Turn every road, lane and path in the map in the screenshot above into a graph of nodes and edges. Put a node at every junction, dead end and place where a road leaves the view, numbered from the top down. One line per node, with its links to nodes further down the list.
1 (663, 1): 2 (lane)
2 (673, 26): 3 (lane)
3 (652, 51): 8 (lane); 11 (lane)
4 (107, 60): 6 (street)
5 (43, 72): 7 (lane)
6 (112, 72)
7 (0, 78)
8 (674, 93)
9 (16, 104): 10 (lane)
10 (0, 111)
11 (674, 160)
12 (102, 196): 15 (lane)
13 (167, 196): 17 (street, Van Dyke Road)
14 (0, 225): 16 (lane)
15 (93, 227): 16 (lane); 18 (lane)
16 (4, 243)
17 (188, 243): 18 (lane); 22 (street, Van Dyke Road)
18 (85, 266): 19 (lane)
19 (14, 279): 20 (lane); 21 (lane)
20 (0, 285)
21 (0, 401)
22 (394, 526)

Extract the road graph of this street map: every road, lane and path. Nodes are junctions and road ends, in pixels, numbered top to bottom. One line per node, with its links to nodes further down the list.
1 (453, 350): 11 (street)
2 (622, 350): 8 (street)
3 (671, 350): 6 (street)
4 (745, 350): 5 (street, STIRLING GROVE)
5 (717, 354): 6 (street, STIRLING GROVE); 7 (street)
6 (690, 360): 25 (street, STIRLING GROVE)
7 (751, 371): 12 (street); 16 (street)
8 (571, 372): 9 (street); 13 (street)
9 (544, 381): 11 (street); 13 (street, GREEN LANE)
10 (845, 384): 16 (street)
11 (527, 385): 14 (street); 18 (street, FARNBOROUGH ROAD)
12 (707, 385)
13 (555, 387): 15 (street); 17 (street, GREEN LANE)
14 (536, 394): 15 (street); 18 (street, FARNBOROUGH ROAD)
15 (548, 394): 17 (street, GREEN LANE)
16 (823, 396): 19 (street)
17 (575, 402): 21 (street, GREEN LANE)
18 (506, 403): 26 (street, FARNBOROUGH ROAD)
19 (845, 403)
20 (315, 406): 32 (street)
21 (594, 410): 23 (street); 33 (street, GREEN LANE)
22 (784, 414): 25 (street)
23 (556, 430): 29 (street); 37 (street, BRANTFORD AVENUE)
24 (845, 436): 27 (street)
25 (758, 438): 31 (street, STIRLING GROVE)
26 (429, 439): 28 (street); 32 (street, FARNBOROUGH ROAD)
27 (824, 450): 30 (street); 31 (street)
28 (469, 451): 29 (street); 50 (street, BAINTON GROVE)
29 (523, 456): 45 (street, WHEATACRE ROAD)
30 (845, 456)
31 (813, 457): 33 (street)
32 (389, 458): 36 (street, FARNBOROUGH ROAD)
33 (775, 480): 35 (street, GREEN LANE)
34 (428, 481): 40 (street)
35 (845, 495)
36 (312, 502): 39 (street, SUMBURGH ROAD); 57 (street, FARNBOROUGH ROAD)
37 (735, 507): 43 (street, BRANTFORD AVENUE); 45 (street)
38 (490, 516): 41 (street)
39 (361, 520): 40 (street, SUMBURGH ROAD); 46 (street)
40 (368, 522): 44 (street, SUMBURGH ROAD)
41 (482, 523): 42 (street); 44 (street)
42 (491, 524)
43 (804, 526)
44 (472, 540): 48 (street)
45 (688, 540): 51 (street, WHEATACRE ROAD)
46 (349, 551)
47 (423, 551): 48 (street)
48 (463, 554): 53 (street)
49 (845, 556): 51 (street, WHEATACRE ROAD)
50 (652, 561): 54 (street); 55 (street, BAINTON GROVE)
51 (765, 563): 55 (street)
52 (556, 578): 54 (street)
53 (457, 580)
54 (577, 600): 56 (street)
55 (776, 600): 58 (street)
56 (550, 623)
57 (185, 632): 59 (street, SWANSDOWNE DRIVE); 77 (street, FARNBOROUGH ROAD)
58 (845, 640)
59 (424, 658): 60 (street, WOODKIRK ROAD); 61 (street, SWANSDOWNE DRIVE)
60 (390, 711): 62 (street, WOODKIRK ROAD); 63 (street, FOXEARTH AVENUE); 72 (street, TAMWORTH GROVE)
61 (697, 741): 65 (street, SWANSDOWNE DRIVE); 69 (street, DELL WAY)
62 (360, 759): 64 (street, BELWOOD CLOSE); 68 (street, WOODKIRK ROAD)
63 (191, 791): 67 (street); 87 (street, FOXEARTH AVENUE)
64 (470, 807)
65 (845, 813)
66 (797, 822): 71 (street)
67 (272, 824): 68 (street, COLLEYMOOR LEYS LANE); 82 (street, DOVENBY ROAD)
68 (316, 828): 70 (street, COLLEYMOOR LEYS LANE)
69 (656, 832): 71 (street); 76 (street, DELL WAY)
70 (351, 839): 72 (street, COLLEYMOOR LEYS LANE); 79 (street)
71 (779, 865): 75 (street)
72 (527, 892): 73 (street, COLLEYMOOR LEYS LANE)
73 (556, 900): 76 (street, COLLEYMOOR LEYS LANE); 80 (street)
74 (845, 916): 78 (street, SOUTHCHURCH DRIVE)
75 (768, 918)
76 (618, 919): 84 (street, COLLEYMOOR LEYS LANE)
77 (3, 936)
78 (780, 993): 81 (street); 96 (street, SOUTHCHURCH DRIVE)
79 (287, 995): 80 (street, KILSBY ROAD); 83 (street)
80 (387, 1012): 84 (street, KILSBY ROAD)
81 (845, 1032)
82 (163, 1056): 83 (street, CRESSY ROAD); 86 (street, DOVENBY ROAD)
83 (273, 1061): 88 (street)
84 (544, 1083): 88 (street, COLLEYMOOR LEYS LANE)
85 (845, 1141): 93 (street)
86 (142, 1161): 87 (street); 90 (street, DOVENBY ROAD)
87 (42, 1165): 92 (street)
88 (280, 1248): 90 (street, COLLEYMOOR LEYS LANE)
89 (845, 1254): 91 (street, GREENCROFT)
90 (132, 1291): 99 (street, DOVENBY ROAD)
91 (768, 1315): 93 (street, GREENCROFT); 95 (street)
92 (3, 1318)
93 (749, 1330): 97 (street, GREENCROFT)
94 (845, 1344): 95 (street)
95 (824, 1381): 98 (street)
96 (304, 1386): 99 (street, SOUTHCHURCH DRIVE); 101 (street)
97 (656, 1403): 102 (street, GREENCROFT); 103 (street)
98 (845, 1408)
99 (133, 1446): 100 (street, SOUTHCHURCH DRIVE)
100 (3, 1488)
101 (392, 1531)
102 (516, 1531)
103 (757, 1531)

■ ■ ■ ■ ■ ■ ■

**Task description**
Give the data again, exactly as it appears above.

**Expected output**
Turn every road, lane and path in the map in the screenshot above into a graph of nodes and edges. Put a node at every junction, dead end and place where a road leaves the view, numbered from the top down. One line per node, with its links to nodes further down the list.
1 (663, 1): 2 (lane)
2 (673, 26): 3 (lane)
3 (652, 51): 8 (lane); 11 (lane)
4 (107, 60): 6 (street)
5 (43, 72): 7 (lane)
6 (112, 72)
7 (0, 78)
8 (674, 93)
9 (16, 104): 10 (lane)
10 (0, 111)
11 (674, 160)
12 (102, 196): 15 (lane)
13 (167, 196): 17 (street, Van Dyke Road)
14 (0, 225): 16 (lane)
15 (93, 227): 16 (lane); 18 (lane)
16 (4, 243)
17 (188, 243): 18 (lane); 22 (street, Van Dyke Road)
18 (85, 266): 19 (lane)
19 (14, 279): 20 (lane); 21 (lane)
20 (0, 285)
21 (0, 401)
22 (394, 526)

Extract the road graph of this street map: every road, lane and path. Nodes are junctions and road ends, in pixels, numbered top to bottom. One line per node, with its links to nodes further down the list.
1 (453, 350): 11 (street)
2 (622, 350): 8 (street)
3 (671, 350): 6 (street)
4 (745, 350): 5 (street, STIRLING GROVE)
5 (717, 354): 6 (street, STIRLING GROVE); 7 (street)
6 (690, 360): 25 (street, STIRLING GROVE)
7 (751, 371): 12 (street); 16 (street)
8 (571, 372): 9 (street); 13 (street)
9 (544, 381): 11 (street); 13 (street, GREEN LANE)
10 (845, 384): 16 (street)
11 (527, 385): 14 (street); 18 (street, FARNBOROUGH ROAD)
12 (707, 385)
13 (555, 387): 15 (street); 17 (street, GREEN LANE)
14 (536, 394): 15 (street); 18 (street, FARNBOROUGH ROAD)
15 (548, 394): 17 (street, GREEN LANE)
16 (823, 396): 19 (street)
17 (575, 402): 21 (street, GREEN LANE)
18 (506, 403): 26 (street, FARNBOROUGH ROAD)
19 (845, 403)
20 (315, 406): 32 (street)
21 (594, 410): 23 (street); 33 (street, GREEN LANE)
22 (784, 414): 25 (street)
23 (556, 430): 29 (street); 37 (street, BRANTFORD AVENUE)
24 (845, 436): 27 (street)
25 (758, 438): 31 (street, STIRLING GROVE)
26 (429, 439): 28 (street); 32 (street, FARNBOROUGH ROAD)
27 (824, 450): 30 (street); 31 (street)
28 (469, 451): 29 (street); 50 (street, BAINTON GROVE)
29 (523, 456): 45 (street, WHEATACRE ROAD)
30 (845, 456)
31 (813, 457): 33 (street)
32 (389, 458): 36 (street, FARNBOROUGH ROAD)
33 (775, 480): 35 (street, GREEN LANE)
34 (428, 481): 40 (street)
35 (845, 495)
36 (312, 502): 39 (street, SUMBURGH ROAD); 57 (street, FARNBOROUGH ROAD)
37 (735, 507): 43 (street, BRANTFORD AVENUE); 45 (street)
38 (490, 516): 41 (street)
39 (361, 520): 40 (street, SUMBURGH ROAD); 46 (street)
40 (368, 522): 44 (street, SUMBURGH ROAD)
41 (482, 523): 42 (street); 44 (street)
42 (491, 524)
43 (804, 526)
44 (472, 540): 48 (street)
45 (688, 540): 51 (street, WHEATACRE ROAD)
46 (349, 551)
47 (423, 551): 48 (street)
48 (463, 554): 53 (street)
49 (845, 556): 51 (street, WHEATACRE ROAD)
50 (652, 561): 54 (street); 55 (street, BAINTON GROVE)
51 (765, 563): 55 (street)
52 (556, 578): 54 (street)
53 (457, 580)
54 (577, 600): 56 (street)
55 (776, 600): 58 (street)
56 (550, 623)
57 (185, 632): 59 (street, SWANSDOWNE DRIVE); 77 (street, FARNBOROUGH ROAD)
58 (845, 640)
59 (424, 658): 60 (street, WOODKIRK ROAD); 61 (street, SWANSDOWNE DRIVE)
60 (390, 711): 62 (street, WOODKIRK ROAD); 63 (street, FOXEARTH AVENUE); 72 (street, TAMWORTH GROVE)
61 (697, 741): 65 (street, SWANSDOWNE DRIVE); 69 (street, DELL WAY)
62 (360, 759): 64 (street, BELWOOD CLOSE); 68 (street, WOODKIRK ROAD)
63 (191, 791): 67 (street); 87 (street, FOXEARTH AVENUE)
64 (470, 807)
65 (845, 813)
66 (797, 822): 71 (street)
67 (272, 824): 68 (street, COLLEYMOOR LEYS LANE); 82 (street, DOVENBY ROAD)
68 (316, 828): 70 (street, COLLEYMOOR LEYS LANE)
69 (656, 832): 71 (street); 76 (street, DELL WAY)
70 (351, 839): 72 (street, COLLEYMOOR LEYS LANE); 79 (street)
71 (779, 865): 75 (street)
72 (527, 892): 73 (street, COLLEYMOOR LEYS LANE)
73 (556, 900): 76 (street, COLLEYMOOR LEYS LANE); 80 (street)
74 (845, 916): 78 (street, SOUTHCHURCH DRIVE)
75 (768, 918)
76 (618, 919): 84 (street, COLLEYMOOR LEYS LANE)
77 (3, 936)
78 (780, 993): 81 (street); 96 (street, SOUTHCHURCH DRIVE)
79 (287, 995): 80 (street, KILSBY ROAD); 83 (street)
80 (387, 1012): 84 (street, KILSBY ROAD)
81 (845, 1032)
82 (163, 1056): 83 (street, CRESSY ROAD); 86 (street, DOVENBY ROAD)
83 (273, 1061): 88 (street)
84 (544, 1083): 88 (street, COLLEYMOOR LEYS LANE)
85 (845, 1141): 93 (street)
86 (142, 1161): 87 (street); 90 (street, DOVENBY ROAD)
87 (42, 1165): 92 (street)
88 (280, 1248): 90 (street, COLLEYMOOR LEYS LANE)
89 (845, 1254): 91 (street, GREENCROFT)
90 (132, 1291): 99 (street, DOVENBY ROAD)
91 (768, 1315): 93 (street, GREENCROFT); 95 (street)
92 (3, 1318)
93 (749, 1330): 97 (street, GREENCROFT)
94 (845, 1344): 95 (street)
95 (824, 1381): 98 (street)
96 (304, 1386): 99 (street, SOUTHCHURCH DRIVE); 101 (street)
97 (656, 1403): 102 (street, GREENCROFT); 103 (street)
98 (845, 1408)
99 (133, 1446): 100 (street, SOUTHCHURCH DRIVE)
100 (3, 1488)
101 (392, 1531)
102 (516, 1531)
103 (757, 1531)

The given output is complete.